* [TASK REQUIREMENTS]: Every entry below should be restated word for word, except for its images.

* [RECORDS PROVIDED]:

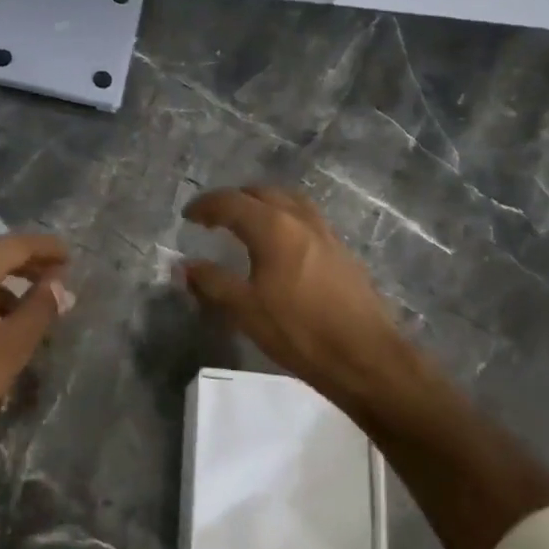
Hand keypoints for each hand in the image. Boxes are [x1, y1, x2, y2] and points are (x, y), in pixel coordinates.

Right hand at [182, 186, 447, 422]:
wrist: (363, 356)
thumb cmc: (298, 331)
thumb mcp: (245, 310)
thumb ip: (212, 283)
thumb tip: (185, 266)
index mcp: (273, 228)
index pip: (231, 202)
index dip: (205, 206)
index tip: (188, 216)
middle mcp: (300, 220)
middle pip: (262, 193)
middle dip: (234, 199)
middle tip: (214, 216)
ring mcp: (326, 233)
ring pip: (289, 201)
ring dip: (263, 203)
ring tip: (246, 221)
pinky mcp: (341, 251)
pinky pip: (306, 218)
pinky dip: (284, 217)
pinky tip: (280, 243)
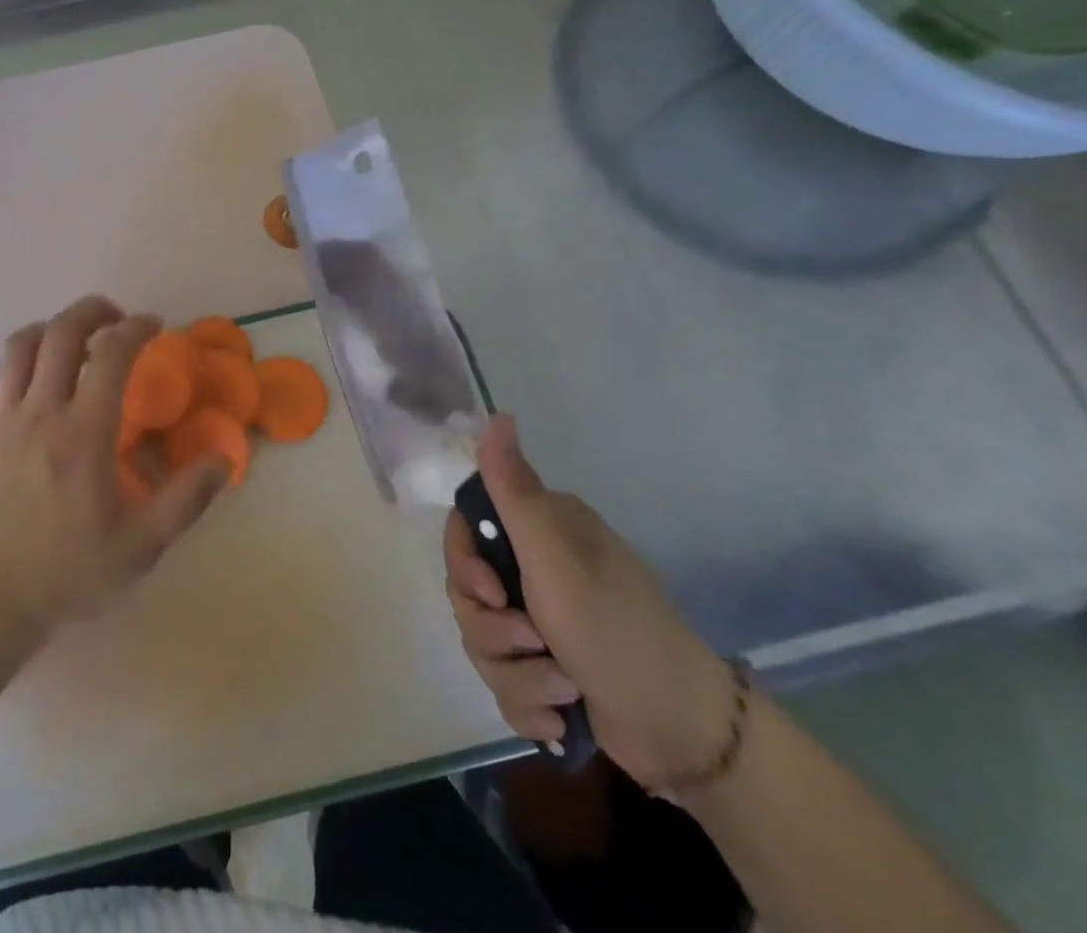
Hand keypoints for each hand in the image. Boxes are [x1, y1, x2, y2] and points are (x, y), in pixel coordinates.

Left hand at [0, 297, 229, 643]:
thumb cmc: (64, 573)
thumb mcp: (139, 547)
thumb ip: (185, 500)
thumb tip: (225, 460)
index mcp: (84, 432)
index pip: (112, 354)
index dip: (136, 328)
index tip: (154, 325)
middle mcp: (41, 411)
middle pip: (61, 332)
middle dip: (92, 310)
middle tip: (115, 316)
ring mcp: (2, 418)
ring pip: (21, 345)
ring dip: (51, 328)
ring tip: (72, 338)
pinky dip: (18, 363)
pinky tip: (32, 379)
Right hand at [444, 415, 734, 788]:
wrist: (687, 735)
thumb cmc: (618, 632)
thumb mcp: (556, 561)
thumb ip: (514, 492)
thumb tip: (496, 415)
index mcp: (542, 532)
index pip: (465, 528)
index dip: (462, 562)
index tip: (487, 590)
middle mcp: (538, 568)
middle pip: (466, 590)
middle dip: (493, 629)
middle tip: (533, 641)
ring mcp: (541, 622)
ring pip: (481, 639)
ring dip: (517, 674)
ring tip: (562, 689)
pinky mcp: (546, 670)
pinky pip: (502, 682)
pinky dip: (527, 705)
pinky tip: (561, 718)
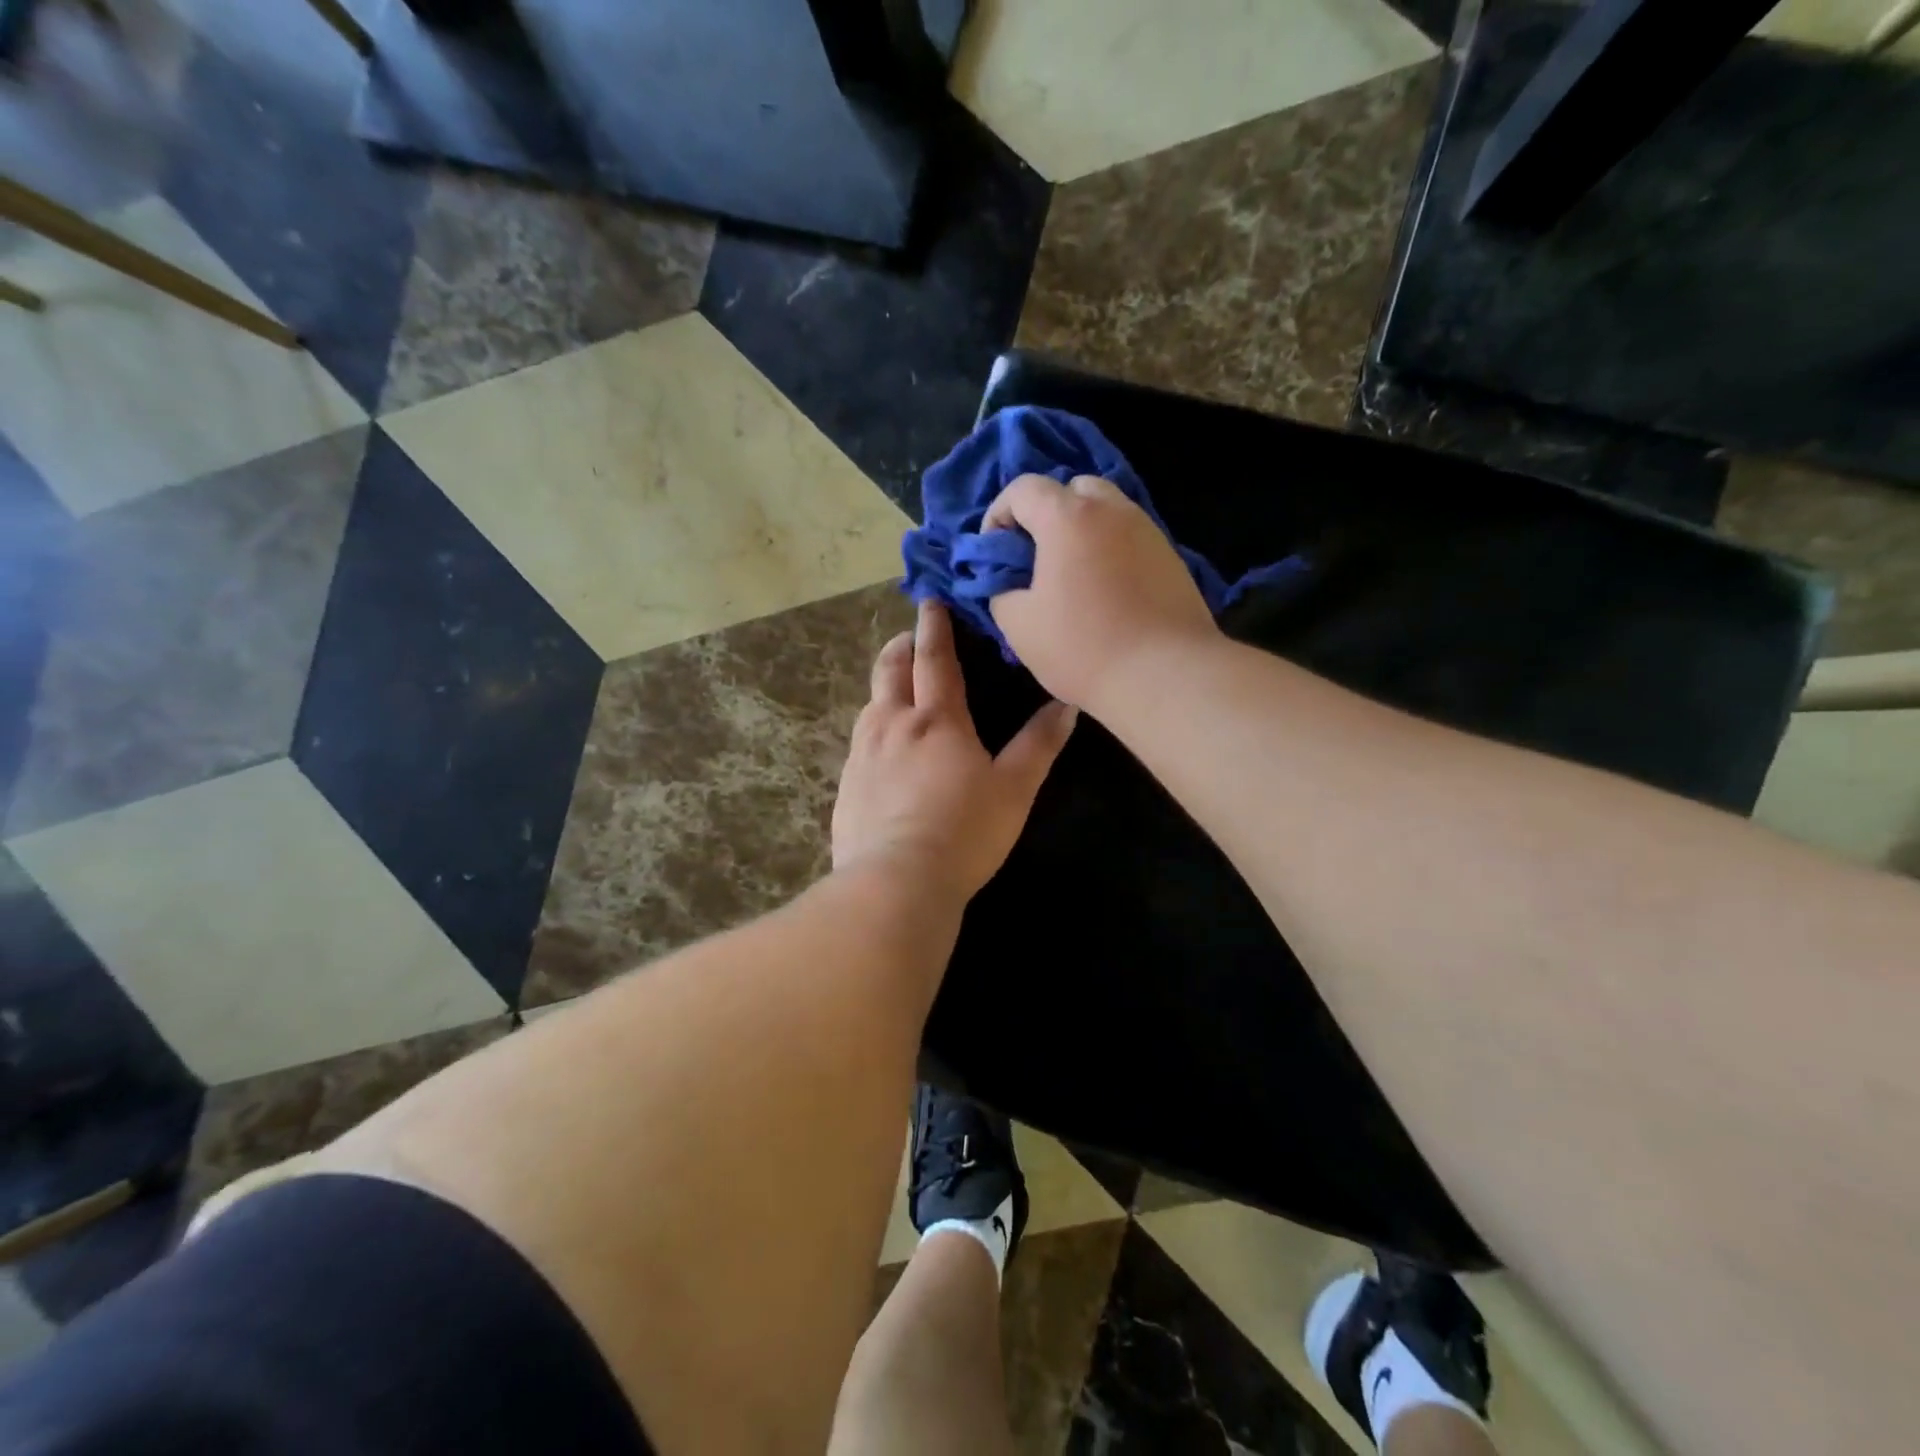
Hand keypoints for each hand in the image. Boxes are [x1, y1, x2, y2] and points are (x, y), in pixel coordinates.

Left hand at [833, 601, 1076, 902]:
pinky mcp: (845, 786)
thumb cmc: (965, 831)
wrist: (897, 881)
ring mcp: (862, 755)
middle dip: (900, 648)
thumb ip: (1040, 744)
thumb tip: (1067, 704)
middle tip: (908, 638)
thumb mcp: (1015, 789)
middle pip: (890, 671)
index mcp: (937, 719)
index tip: (931, 602)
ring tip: (895, 690)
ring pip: (869, 705)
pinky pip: (858, 744)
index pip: (935, 659)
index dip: (935, 627)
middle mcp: (893, 725)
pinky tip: (879, 750)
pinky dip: (872, 730)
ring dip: (883, 687)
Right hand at [984, 474, 1220, 711]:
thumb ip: (1001, 591)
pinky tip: (1105, 592)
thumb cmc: (1083, 647)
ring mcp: (1148, 530)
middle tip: (1036, 558)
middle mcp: (1112, 509)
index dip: (998, 515)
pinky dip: (1109, 551)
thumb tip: (1009, 582)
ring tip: (1071, 577)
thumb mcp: (1019, 625)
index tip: (995, 553)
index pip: (1023, 489)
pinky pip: (1129, 538)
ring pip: (1106, 511)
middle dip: (1045, 515)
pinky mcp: (1171, 557)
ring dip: (1081, 532)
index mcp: (1068, 517)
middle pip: (1071, 489)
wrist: (1165, 675)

* [EXERCISE ANSWER]:
Hand keypoints for each hand in the image. Boxes are [x1, y1, x2, y2] and points are (x, y), in pixel coordinates.

Right hand at [182, 186, 447, 422]:
wrist: (363, 356)
thumb cmc: (298, 331)
thumb mcp: (245, 310)
thumb ip: (212, 283)
thumb tip: (185, 266)
index mcp: (273, 228)
index pip: (231, 202)
index dip: (205, 206)
index tip: (188, 216)
middle mcp: (300, 220)
middle pip: (262, 193)
middle dip: (234, 199)
middle tip: (214, 216)
ring mcp: (326, 233)
ring pip: (289, 201)
ring dip: (263, 203)
ring tip: (246, 221)
pinky mcp: (341, 251)
pinky pip: (306, 218)
pinky dip: (284, 217)
pinky tip: (280, 243)
Hand keypoints for each hand in the image. Boxes are [x1, y1, x2, y2] and points are (x, y), in pixel coordinates.

Left hand at [0, 297, 229, 643]:
thumb cmc: (64, 573)
thumb mcp: (139, 547)
thumb ip: (185, 500)
thumb tip: (225, 460)
index mcp: (84, 432)
index pip: (112, 354)
index dip: (136, 328)
index tip: (154, 325)
middle mcp: (41, 411)
middle pip: (61, 332)
middle dip: (92, 310)
middle tip: (115, 316)
ring mcp: (2, 418)
ring pip: (21, 345)
ring dip: (51, 328)
ring tip: (72, 338)
pinky dip: (18, 363)
pinky tip: (32, 379)
Right hand at [444, 415, 734, 788]:
wrist: (687, 735)
thumb cmc: (618, 632)
thumb mcp: (556, 561)
thumb ip: (514, 492)
thumb tip: (496, 415)
index mcp: (542, 532)
index pip: (465, 528)
index dip: (462, 562)
index tip: (487, 590)
middle mcp: (538, 568)
middle pip: (466, 590)
middle dip: (493, 629)
middle tip: (533, 641)
ring mcp: (541, 622)
ring pip: (481, 639)
ring dip: (517, 674)
ring tip: (562, 689)
pinky mcp: (546, 670)
pinky pip: (502, 682)
pinky dip: (527, 705)
pinky tip: (561, 718)
Hand keypoints for each hand in the image. Boxes are [x1, y1, x2, y2] and points are (x, y), in pixel coordinates.

Left hand at [833, 601, 1076, 902]:
pinky mcp: (845, 786)
thumb cmc: (965, 831)
wrist: (897, 881)
ring mcp: (862, 755)
middle dip: (900, 648)
thumb ip: (1040, 744)
thumb tip: (1067, 704)
middle tip: (908, 638)
thumb mcp: (1015, 789)
middle pip: (890, 671)
index mcp: (937, 719)
index tip: (931, 602)
ring tip: (895, 690)
ring pip: (869, 705)
pinky pip: (858, 744)
index pip: (935, 659)
index dip: (935, 627)
middle mcp: (893, 725)
pinky tip: (879, 750)
pinky dip: (872, 730)
ring dip: (883, 687)
Right hand at [984, 474, 1220, 711]:
thumb ip: (1001, 591)
pinky tip: (1105, 592)
thumb cmc: (1083, 647)
ring mcp: (1148, 530)
middle tip: (1036, 558)
middle mcp: (1112, 509)
index dip: (998, 515)
pinky dip: (1109, 551)
thumb tip: (1009, 582)
ring tip: (1071, 577)
thumb mcp: (1019, 625)
index tip: (995, 553)
index pip: (1023, 489)
pinky pip: (1129, 538)
ring pip: (1106, 511)
middle dip: (1045, 515)
pinky mcp: (1171, 557)
ring dip: (1081, 532)
index mcp: (1068, 517)
middle pip: (1071, 489)
wrist: (1165, 675)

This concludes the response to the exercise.